Maryland People’s Counsel protests NRG’s FERC request to foist its power plant costs on utility customers
BALTIMORE – The Maryland Office of People’s Counsel today filed a protest of the request of NRG Energy, Inc.’s affiliate for Federal Energy Regulatory Commission approval of a plan under which utility customers would pay in their rates more than $315 million in costs for an NRG generation plant that has operated in the competitive regional wholesale generation market, called PJM, for nearly two decades. NRG is asking FERC for an unlawful windfall to continue operating the polluting coal-fired electric power plant, OPC’s filing states.
“NRG is a company that has heralded its commitment to competitive markets, and it has reaped the benefits of market rates for Indian River’s power for almost two decades,” said Maryland People’s Counsel David S. Lapp. “Now it wants to be paid for the plant’s past costs in what amounts to hundreds of millions of dollars in subsidies that would come from captive utility customers—the exact opposite of what a competitive market would allow. Its proposal is the antithesis of competition.”
NRG’s request seeks to exploit a targeted exception to competitive market treatment of power plant energy sales in PJM, OPC’s filing explains. That exception allows the owner of a generation company to announce plans to retire a generating plant with just 90 days notice, triggering a review by PJM of whether the plant must be available to maintain system reliability, in which case certain costs of keeping the plant running are assigned to customers, regardless of the market price.
NRG recently notified PJM that on June 1 it wants to retire its coal plant located in Delaware just across the Maryland border, called Indian River Unit 4. That notification triggered a PJM expedited review as to whether the plant is needed for system reliability.
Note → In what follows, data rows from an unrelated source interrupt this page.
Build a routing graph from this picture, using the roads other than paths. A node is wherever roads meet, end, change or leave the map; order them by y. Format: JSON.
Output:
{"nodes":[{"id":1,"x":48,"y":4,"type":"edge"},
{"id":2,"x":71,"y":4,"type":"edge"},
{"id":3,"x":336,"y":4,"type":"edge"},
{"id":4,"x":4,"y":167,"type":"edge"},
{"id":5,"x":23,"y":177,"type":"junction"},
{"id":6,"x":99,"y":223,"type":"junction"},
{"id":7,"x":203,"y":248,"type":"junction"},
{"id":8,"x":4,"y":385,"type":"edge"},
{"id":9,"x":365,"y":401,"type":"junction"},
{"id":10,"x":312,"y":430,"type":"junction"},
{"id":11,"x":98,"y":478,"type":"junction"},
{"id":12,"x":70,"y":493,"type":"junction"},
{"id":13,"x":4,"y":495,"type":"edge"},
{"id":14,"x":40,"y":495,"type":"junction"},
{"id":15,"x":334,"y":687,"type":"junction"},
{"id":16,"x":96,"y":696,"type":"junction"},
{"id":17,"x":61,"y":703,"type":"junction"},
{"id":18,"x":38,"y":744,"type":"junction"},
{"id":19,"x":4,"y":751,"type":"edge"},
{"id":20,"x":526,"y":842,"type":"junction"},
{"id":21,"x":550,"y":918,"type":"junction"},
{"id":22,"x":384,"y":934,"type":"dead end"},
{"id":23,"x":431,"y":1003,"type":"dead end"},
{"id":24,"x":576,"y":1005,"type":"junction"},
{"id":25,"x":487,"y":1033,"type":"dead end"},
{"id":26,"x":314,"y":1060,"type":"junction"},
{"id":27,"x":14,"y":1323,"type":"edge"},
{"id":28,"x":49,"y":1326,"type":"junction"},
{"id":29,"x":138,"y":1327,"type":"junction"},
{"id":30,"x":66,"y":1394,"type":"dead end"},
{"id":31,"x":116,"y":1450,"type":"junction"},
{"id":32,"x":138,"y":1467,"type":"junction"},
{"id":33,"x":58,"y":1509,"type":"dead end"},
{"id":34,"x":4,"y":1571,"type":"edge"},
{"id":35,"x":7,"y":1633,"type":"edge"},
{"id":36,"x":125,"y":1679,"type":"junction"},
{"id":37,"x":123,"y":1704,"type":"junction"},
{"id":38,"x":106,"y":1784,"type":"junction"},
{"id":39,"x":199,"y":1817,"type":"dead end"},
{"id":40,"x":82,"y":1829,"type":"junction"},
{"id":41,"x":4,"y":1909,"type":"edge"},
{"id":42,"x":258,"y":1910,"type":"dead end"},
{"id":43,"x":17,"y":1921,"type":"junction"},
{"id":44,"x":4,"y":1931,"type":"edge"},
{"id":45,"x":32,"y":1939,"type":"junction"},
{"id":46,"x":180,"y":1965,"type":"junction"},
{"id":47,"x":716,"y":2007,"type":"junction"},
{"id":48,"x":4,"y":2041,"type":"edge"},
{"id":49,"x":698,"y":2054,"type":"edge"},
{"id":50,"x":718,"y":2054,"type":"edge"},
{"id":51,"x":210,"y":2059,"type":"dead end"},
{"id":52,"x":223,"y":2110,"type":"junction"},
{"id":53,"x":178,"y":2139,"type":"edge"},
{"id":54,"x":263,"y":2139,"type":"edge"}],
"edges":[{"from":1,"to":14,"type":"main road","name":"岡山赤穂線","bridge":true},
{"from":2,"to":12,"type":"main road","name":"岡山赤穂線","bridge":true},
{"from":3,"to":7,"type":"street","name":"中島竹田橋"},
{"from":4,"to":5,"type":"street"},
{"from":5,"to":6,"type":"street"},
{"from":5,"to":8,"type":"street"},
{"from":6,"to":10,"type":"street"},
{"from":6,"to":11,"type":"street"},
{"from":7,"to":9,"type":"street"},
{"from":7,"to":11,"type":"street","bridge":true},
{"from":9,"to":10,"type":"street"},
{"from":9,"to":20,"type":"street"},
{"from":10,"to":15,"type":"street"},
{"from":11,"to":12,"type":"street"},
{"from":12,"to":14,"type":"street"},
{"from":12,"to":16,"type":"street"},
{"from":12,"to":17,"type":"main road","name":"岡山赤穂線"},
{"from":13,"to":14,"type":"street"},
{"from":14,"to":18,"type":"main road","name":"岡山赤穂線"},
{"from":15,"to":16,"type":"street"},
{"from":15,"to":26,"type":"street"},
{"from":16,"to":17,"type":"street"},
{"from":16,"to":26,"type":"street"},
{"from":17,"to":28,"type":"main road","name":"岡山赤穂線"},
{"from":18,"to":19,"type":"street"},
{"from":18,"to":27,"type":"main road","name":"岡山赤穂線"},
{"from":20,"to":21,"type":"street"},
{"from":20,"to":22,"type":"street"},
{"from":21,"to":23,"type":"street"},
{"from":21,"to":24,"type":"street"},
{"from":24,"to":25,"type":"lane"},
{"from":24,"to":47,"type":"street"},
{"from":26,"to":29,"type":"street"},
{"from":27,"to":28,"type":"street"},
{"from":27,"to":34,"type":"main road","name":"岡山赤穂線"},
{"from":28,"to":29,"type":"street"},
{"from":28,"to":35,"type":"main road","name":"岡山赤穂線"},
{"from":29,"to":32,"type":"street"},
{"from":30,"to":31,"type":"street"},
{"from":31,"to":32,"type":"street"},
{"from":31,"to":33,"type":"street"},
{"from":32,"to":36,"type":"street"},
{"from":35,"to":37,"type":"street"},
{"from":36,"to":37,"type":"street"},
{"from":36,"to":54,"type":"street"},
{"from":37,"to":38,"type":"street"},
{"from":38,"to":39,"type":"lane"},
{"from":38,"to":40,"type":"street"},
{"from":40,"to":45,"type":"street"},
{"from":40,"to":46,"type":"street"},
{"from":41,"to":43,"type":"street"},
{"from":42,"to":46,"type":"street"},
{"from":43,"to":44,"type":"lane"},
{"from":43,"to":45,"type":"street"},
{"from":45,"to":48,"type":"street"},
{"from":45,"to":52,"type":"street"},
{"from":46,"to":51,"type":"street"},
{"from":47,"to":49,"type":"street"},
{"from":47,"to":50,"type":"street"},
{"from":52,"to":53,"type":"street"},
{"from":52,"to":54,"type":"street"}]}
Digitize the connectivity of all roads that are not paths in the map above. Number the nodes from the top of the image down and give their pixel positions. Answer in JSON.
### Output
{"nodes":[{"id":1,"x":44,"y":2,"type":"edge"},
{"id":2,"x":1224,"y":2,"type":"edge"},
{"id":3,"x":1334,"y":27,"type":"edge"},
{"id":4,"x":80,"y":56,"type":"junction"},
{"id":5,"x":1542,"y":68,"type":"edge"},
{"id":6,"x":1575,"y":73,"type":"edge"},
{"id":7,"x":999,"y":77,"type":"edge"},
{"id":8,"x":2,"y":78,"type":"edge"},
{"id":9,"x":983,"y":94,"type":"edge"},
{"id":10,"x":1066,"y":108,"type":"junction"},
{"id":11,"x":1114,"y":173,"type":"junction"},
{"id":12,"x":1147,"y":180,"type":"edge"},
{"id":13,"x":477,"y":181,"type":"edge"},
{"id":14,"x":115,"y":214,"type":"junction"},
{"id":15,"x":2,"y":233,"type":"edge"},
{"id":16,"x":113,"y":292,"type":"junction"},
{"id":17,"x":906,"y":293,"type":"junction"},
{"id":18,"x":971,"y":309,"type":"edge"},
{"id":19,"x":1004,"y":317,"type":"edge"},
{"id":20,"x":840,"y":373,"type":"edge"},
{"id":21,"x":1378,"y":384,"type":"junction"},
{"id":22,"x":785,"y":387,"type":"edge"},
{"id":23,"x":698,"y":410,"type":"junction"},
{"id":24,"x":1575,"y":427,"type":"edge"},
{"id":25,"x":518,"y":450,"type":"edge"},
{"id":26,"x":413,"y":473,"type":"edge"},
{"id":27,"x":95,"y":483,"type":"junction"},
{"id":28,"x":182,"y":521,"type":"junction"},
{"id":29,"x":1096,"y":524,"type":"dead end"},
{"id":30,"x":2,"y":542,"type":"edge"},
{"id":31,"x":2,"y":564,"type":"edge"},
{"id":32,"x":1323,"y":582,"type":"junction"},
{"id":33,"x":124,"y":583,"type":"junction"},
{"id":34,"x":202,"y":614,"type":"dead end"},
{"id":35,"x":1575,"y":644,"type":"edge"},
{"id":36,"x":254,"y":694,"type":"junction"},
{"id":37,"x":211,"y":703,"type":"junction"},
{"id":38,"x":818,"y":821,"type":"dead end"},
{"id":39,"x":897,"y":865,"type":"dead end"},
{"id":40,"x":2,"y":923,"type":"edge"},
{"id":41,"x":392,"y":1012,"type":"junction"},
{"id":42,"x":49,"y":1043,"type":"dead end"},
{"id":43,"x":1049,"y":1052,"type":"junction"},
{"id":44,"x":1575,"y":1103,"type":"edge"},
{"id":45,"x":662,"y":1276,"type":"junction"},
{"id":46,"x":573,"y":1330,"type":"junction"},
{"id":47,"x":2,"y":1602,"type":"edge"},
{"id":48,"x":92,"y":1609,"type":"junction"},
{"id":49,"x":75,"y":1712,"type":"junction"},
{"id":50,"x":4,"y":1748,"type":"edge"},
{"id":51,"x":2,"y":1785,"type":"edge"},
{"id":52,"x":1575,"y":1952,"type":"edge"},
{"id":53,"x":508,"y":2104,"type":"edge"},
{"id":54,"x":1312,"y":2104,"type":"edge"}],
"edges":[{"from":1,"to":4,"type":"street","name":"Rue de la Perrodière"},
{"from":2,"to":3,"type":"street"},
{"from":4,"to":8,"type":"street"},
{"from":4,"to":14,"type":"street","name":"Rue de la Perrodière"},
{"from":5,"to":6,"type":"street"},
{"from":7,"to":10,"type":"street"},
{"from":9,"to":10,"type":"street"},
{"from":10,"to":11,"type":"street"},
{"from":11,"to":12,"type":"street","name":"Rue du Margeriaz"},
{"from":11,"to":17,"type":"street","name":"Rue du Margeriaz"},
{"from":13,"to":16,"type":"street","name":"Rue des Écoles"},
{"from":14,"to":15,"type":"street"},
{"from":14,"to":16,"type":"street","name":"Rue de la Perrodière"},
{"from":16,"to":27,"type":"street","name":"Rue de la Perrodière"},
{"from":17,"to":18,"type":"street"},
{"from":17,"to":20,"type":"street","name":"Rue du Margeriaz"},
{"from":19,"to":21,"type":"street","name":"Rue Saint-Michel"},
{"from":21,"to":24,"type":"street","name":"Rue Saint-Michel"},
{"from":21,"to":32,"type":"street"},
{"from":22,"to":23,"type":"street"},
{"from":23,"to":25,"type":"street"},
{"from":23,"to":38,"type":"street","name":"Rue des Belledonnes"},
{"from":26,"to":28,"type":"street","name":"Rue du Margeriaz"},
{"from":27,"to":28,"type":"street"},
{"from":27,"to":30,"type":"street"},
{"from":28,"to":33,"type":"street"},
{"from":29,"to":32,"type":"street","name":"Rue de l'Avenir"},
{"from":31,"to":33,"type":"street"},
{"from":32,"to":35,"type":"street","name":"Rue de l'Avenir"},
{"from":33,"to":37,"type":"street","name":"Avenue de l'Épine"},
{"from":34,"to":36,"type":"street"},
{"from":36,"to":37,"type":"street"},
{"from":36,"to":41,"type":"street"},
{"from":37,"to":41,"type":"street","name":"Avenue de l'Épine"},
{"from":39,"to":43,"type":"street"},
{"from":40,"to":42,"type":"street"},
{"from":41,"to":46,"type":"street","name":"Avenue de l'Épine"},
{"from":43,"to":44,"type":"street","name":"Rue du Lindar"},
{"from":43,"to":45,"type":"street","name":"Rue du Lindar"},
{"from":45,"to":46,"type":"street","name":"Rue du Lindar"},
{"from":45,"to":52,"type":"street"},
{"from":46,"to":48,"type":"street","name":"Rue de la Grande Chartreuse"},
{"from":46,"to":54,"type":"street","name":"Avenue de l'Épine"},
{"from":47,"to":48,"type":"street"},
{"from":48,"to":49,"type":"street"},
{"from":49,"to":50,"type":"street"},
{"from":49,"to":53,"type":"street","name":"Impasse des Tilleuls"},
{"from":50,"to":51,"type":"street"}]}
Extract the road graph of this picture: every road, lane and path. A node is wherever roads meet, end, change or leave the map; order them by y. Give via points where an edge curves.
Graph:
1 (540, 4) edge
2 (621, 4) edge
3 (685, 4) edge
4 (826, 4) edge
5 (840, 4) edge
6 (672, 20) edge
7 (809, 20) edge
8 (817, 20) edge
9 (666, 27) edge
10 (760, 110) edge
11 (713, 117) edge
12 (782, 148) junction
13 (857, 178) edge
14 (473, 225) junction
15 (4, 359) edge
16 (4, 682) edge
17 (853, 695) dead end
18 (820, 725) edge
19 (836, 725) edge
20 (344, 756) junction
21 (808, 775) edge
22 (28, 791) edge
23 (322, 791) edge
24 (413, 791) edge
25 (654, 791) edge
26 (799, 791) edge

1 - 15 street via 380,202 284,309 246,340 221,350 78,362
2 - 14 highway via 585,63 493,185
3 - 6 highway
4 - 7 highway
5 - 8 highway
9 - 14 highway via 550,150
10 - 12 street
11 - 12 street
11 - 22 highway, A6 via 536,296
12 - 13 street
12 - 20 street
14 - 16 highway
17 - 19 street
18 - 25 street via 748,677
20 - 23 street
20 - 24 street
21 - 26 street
NRG’s request is especially egregious because the cost of building additional transmission facilities sufficient to maintain reliability is estimated at just $40 million, when the cost to utility customers of relying on the coal plant will cost over $315 million, OPC’s filing says. Under PJM’s reliability requirements, the coal plant must be available to run until the transmission line is built, which will take several years.
NRG’s request violates the law in two important ways, OPC’s filing points out. First, despite the company’s pro-competition rhetoric, NRG is asking customers to pay for the coal plant’s historic costs, as if NRG were a utility that recovered all of its costs in rates. NRG bought the plant—and all the risks and benefits associated with—almost two decades ago in order to compete in the PJM market. It is now seeking to exploit the plant’s “must-run” status to recover its original capital investment as if it were a regulated utility. That recovery is not lawful or consistent with FERC precedent, OPC explains.
Second, its filing fails to justify the costs it seeks to impose on customers. OPC’s filing points to numerous gaps in NRG’s supporting cost-of-service study and to procedural deficiencies that could mean customers pay more than once for some of the costs.
“NRG’s plan puts Maryland customers in the unfair position of being asked to pay exorbitant amounts to fund its coal plant when it would have been possible and far less costly to build a transmission line before, but now customers are being asked to pay for both,” Lapp said. “That result is unfair to utility customers. While payments to NRG should cover the costs necessary to keep the plant open to maintain reliability, FERC should deny NRG’s request for recovery of the historical investment costs of Indian River Unit 4 and set for hearing the appropriate treatment of the plant to ensure NRG doesn’t obtain a windfall on the backs of captive utility customers.”
The Maryland Office of People’s Counsel is an independent state agency that represents Maryland’s residential consumers of electric, natural gas, telecommunications, private water and certain transportation matters before the Public Service Commission, federal regulatory agencies and the courts.